A sottoscrivere l'intesa anche l'assessore regionale alle Attivita' produttive, Marco Venturi, e gli enti interessati, tra cui il Comune di Termini Imerese, la Provincia di Palermo, il Consorzio Asi, l'Anas, l'Autorita' portuale di Palermo, Rete Ferroviaria Italiana, Societa' Interporti Siciliana, Consorzio Imera Sviluppo 2010, Sosvima Spa. L'accordo prevede investimenti da parte della Regione per 150 milioni di euro da destinare alla riqualificazione del polo industriale di Termini attraverso progetti relativa al completamento del porto, la realizzazione dell'interporto, la definizione dell'impianto di distribuzione del gas metano nell'agglomerato industriale di Termini, opere di urbanizzazione primaria e l'installazione di fibre ottiche.
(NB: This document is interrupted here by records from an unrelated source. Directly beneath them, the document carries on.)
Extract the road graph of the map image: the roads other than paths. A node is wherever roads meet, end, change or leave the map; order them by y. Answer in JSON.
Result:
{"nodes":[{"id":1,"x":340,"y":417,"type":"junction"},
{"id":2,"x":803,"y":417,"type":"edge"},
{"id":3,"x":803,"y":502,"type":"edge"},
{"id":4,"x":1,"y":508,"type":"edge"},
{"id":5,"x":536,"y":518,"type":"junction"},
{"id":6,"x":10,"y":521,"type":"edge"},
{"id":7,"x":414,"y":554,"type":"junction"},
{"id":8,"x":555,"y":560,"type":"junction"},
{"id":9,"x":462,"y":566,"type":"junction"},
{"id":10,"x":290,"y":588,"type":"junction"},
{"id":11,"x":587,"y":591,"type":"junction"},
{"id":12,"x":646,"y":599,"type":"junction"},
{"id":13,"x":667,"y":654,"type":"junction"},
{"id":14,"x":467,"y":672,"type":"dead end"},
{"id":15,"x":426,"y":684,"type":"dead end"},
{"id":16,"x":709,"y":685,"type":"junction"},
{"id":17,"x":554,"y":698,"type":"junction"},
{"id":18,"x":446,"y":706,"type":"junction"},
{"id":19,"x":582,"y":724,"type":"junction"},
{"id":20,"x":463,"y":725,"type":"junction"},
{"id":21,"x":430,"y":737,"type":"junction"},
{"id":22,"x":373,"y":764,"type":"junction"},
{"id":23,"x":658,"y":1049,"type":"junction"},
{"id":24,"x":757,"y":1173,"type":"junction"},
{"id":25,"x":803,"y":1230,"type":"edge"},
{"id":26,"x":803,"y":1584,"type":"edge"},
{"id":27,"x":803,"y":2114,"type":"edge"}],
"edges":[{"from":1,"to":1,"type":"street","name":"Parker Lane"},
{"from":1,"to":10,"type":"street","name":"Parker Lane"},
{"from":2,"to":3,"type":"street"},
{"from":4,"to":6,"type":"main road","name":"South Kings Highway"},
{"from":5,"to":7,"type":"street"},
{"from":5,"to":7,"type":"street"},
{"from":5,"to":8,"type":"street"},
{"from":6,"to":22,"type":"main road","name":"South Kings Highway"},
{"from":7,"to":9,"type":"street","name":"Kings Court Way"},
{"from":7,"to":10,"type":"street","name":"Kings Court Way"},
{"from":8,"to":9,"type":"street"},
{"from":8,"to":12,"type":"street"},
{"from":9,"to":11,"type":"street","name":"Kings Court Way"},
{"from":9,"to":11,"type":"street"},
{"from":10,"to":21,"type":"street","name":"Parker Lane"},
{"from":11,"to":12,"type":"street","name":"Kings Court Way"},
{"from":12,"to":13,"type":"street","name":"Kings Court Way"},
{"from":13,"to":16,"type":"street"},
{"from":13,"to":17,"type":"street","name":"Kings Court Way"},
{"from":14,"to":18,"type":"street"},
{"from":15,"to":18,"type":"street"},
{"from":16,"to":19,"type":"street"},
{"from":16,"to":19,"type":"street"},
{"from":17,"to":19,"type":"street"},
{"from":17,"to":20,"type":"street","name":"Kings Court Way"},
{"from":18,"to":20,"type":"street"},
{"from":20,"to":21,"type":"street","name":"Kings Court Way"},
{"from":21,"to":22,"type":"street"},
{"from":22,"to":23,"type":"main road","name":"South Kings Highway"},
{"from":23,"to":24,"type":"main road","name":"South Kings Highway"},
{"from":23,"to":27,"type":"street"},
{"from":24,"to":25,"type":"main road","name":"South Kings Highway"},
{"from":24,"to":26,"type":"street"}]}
Prevista anche l'istituzione di una Unita' di coordinamento per la verifica e l'attuazione delle strategie di rilancio, formata dall'assessore Venturi, da un dirigente generale del dipartimento regionale Attivita' produttive, dall'assessore all'Economia, Gaetano Armao, da un rappresentate del Comune di Termini Imerese e dal sindaco, Toto' Burrafato.

Il Comitato congiunto per l'attuazione, invece, stabilira' il programma e il calendario dei lavori e, ogni sei mesi, elaborera' una relazione tecnica mentre, la vigilanza sull'attuazione dell'accordo, spettera' all'assessore alle Attivita' produttive, con l'ausilio dell'Unita' di coordinamento.